## [Work task]
Go through the listing and copy each line with the string "Hranatna".

★ ★ ★

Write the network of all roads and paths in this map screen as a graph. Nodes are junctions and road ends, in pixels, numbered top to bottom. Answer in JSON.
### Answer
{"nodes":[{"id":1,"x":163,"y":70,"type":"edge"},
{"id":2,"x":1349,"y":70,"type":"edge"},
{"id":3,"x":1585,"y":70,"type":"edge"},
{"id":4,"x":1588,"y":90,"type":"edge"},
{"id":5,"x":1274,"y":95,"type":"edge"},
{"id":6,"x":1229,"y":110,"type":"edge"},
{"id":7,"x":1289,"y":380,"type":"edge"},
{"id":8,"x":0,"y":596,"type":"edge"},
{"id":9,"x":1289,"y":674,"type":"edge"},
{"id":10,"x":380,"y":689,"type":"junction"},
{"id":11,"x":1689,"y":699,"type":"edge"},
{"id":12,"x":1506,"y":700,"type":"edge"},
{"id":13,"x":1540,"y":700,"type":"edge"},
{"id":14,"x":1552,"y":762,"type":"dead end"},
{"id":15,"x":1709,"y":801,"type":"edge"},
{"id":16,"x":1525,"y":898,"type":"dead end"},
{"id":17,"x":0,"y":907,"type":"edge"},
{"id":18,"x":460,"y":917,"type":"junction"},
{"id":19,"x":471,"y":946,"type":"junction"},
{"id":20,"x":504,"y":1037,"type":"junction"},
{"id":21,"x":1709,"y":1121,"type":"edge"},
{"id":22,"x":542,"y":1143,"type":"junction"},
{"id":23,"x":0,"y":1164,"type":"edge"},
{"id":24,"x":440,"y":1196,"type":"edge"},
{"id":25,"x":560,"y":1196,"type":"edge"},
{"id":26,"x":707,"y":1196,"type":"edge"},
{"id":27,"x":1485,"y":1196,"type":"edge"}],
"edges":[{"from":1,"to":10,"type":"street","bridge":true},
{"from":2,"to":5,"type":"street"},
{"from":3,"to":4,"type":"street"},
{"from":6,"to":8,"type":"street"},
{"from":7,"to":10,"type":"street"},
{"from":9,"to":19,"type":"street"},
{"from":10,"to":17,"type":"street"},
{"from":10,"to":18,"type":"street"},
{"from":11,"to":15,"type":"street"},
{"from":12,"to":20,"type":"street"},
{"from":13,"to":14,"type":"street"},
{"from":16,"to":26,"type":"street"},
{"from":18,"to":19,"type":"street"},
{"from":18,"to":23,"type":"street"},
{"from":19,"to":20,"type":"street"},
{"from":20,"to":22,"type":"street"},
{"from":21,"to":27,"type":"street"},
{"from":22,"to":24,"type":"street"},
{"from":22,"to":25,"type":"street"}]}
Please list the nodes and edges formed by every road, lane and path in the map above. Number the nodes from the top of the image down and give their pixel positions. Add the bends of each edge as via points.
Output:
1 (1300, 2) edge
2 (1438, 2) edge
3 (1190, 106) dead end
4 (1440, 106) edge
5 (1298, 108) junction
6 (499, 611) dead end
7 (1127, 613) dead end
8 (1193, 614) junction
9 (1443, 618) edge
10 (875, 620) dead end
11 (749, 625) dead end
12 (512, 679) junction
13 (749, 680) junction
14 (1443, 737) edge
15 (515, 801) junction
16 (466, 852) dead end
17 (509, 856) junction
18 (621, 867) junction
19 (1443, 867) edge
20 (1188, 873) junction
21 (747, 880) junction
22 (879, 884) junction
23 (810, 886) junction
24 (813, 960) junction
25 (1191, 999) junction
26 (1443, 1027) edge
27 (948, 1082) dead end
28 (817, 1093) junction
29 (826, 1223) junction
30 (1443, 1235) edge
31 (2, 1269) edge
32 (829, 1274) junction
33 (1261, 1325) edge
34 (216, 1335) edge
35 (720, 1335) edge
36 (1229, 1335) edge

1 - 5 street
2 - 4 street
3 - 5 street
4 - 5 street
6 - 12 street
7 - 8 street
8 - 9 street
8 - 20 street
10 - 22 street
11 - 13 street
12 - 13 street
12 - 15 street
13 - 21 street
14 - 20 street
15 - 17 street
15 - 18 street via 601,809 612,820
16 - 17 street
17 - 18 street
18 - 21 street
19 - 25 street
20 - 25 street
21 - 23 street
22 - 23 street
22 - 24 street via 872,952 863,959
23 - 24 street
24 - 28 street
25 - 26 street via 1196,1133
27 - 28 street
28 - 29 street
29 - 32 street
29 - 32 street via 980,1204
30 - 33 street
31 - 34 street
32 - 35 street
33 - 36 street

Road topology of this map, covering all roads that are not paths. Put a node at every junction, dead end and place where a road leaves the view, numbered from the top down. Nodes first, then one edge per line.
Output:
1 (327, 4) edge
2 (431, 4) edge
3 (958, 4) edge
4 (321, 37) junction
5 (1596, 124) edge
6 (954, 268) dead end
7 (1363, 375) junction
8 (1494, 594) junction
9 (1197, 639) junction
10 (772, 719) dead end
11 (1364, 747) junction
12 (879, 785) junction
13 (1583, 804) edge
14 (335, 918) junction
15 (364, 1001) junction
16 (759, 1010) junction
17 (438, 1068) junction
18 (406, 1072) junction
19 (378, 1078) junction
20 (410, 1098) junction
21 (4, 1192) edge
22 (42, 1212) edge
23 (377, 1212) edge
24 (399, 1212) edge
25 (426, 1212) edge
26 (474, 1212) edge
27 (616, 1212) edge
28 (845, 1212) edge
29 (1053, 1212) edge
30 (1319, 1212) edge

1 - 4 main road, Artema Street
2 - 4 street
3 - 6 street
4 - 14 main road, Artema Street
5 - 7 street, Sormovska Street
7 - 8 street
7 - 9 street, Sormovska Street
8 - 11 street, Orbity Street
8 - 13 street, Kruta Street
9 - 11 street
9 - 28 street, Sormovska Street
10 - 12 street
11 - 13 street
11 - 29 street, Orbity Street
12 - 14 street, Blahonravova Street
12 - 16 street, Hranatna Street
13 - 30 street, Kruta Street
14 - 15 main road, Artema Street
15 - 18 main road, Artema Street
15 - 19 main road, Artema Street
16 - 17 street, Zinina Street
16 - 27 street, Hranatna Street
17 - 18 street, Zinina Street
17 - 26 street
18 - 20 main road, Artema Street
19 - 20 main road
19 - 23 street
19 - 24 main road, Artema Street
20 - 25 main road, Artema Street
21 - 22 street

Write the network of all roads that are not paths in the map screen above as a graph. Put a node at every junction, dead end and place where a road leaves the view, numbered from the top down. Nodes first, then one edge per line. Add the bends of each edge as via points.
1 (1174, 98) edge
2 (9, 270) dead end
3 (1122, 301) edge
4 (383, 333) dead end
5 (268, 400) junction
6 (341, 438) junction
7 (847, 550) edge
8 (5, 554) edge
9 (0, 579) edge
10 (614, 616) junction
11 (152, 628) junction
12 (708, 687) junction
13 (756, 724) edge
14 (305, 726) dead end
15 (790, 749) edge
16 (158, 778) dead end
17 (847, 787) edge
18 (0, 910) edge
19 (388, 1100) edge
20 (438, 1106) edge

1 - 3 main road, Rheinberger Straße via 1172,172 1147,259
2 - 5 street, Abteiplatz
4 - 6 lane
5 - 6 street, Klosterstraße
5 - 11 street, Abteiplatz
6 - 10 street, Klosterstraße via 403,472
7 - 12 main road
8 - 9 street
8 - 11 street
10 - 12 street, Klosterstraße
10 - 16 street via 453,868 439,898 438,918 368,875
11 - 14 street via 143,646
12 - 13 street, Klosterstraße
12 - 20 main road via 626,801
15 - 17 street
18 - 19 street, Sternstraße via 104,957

★ ★ ★

## [Result of this exercise]
12 - 16 street, Hranatna Street
16 - 27 street, Hranatna Street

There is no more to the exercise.